Ian Bridge

Personal information
- Full name: Ian Christopher Bridge
- Date of birth: 18 September 1959 (age 66)
- Place of birth: Victoria, British Columbia, Canada
- Height: 6 ft 1 in (1.85 m)
- Position: Defender

Senior career*
- Years: Team / Apps / (Gls)
- 1979–1983: Seattle Sounders / 100 / (11)
- 1980–81: Seattle Sounders (indoor) / 16 / (2)
- 1984: Vancouver Whitecaps / 24 / (2)
- 1984–1985: Tacoma Stars / 40 / (7)
- 1985–1990: FC La Chaux-de-Fonds
- 1990: Victoria Vistas / 22 / (3)
- 1991: Kitchener Kickers / 11 / (0)
- 1991: North York Rockets / 7 / (0)

International career
- 1979: Canada Youth
- 1981–1991: Canada / 34 / (5)

Managerial career
- 1989–1990: FC La Chaux-de-Fonds
- 1990–2000: University of Victoria
- 1997–present: Canada (women) (assistant coach)
- 2001–2008: Canada U20 women (assistant)
- 2008: Canada U20 women
- 2009–2010: Canada U17 women
- 2010: Victoria Highlanders

Medal record
Representing Canada
Men's Association football
CONCACAF Championship
| Winner | 1985 North America |  |
North American Nations Cup
| Winner | 1990 Canada |  |
| Third place | 1991 United States |  |

= Ian Bridge =

Canadian soccer player (born 1959)

Ian Christopher Bridge (born 18 September 1959) is a soccer coach and former professional who played as a defender. A former player for the Canada national team, he has coached the Canada women's national team among other teams.

==Club career==
Bridge was born in Victoria, British Columbia. He began his pro career in 1977 and played in the NASL with the Seattle Sounders from 1979 to 1983 and with the Vancouver Whitecaps in 1984, and MISL indoor soccer with the Tacoma Stars. Over six NASL seasons, he played 124 games and scored 13 goals. Following the demise of the NASL Bridge played for Swiss club FC La Chaux-de-Fonds for two seasons when the club was in the Swiss league first division. Later in the Canadian Soccer League, he played for the Victoria Vistas (1990), Kitchener Kickers (1991), and North York Rockets (1991). Ian played his youth soccer with the Lakehill Soccer Association in Victoria BC, and has an annually awarded Youth Player "Inspirational" trophy named in his honour.

==International career==
A defender, Bridge made his debut for Canada in an October 1981 friendly match against Trinidad & Tobago and earned 34 caps, scoring 5 goals. He has represented Canada in 12 FIFA World Cup qualification matches and played all three of Canada's games at the 1986 FIFA World Cup finals, the country's first appearance at a World Cup finals. Bridge also played for Canada at the 1984 Olympics and at the 1979 FIFA World Youth Championship. He scored a goal in the first two 1982 FIFA World Cup qualifying games that he played in. His final international was a June 1991 CONCACAF Gold Cup Finals match against Mexico.

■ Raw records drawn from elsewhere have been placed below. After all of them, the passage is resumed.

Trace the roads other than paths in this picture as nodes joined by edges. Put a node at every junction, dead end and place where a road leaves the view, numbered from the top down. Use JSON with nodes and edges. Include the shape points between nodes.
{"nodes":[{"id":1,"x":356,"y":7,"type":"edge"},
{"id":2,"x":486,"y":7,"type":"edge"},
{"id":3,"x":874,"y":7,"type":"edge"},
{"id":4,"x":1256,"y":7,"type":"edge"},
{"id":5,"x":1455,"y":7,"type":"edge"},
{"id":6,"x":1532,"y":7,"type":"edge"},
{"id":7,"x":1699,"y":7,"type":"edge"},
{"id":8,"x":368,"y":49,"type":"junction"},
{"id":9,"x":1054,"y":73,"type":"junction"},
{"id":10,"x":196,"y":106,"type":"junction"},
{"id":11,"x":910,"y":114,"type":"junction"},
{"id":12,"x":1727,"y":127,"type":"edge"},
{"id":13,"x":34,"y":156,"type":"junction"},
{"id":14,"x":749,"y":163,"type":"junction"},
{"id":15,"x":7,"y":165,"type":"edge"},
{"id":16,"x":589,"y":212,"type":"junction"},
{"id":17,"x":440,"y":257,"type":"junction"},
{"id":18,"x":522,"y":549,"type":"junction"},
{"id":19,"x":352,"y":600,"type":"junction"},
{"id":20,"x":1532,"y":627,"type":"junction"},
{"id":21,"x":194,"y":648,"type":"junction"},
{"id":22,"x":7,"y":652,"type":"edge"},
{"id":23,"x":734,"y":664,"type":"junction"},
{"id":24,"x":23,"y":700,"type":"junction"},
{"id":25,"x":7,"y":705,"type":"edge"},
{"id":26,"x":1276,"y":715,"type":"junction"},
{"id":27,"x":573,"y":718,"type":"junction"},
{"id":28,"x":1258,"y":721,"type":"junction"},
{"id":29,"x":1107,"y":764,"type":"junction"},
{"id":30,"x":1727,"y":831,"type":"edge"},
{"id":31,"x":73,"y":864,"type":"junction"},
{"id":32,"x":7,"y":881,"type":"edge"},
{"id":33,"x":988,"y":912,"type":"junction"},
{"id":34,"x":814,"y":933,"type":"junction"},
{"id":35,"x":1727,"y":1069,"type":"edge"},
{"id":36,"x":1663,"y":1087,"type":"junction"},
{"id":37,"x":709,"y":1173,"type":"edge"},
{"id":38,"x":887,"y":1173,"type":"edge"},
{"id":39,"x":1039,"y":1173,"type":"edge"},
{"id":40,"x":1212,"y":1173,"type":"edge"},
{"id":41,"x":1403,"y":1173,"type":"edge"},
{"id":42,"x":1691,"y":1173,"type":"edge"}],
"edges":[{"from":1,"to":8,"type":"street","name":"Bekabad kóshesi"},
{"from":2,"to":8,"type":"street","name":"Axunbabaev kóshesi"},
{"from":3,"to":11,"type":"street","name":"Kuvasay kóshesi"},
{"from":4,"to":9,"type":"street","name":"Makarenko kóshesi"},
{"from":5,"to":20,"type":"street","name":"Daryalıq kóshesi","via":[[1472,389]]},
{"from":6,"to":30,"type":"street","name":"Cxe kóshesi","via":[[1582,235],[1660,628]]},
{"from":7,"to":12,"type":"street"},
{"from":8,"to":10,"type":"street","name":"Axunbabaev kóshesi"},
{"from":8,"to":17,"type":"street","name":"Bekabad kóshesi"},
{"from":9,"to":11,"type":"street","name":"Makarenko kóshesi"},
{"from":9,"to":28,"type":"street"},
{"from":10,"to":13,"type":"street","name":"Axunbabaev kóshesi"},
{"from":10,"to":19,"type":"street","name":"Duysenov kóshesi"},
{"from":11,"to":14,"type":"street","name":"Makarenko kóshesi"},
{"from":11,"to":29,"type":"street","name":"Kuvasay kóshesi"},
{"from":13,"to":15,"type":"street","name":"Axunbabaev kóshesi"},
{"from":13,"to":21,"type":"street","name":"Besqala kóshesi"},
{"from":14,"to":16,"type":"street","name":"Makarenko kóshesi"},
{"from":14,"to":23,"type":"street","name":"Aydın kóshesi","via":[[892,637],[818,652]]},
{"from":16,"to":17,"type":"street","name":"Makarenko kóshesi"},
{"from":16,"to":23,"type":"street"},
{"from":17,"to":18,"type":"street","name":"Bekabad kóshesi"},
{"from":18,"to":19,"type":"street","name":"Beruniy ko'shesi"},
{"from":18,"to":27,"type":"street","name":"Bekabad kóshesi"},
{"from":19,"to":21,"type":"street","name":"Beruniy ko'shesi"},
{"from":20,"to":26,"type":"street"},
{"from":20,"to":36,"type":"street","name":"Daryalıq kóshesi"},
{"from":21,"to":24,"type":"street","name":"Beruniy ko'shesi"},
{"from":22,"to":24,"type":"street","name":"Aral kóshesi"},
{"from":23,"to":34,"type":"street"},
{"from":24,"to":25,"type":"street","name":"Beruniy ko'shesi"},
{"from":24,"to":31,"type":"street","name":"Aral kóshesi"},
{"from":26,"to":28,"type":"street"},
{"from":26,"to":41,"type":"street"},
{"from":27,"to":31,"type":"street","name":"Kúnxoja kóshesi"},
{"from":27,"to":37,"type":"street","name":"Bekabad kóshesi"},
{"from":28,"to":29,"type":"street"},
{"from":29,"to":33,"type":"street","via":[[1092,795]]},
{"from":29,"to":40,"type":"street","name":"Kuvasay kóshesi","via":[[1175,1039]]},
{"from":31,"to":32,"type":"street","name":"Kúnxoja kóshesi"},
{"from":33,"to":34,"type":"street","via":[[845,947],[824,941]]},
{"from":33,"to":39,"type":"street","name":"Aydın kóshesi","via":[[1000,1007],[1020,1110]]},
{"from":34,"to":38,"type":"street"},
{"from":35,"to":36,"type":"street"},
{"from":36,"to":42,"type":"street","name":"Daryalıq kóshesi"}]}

Bridge was inducted into the Canadian Soccer Hall of Fame in 2003.

==Managerial career==
Bridge was head coach of the University of Victoria women's soccer team from 1990 to 2000. He became assistant coach of Canada women's national soccer team in 1997, a position he still has. He became U-19 national women's coach and chief national team assistant coach in March 2001. (The national youth women's team has since become U-20.)
Bridge is also team chef of the Canada men's national youth soccer teams. On 10 January 2010, Bridge resigned as head coach of the U-17 Canadian women national team and is now coaching the Victoria Highlanders of the USL (United Soccer league) Premier Development League.

==Career statistics==
Scores and results list Canada's goal tally first, score column indicates score after each Bridge goal.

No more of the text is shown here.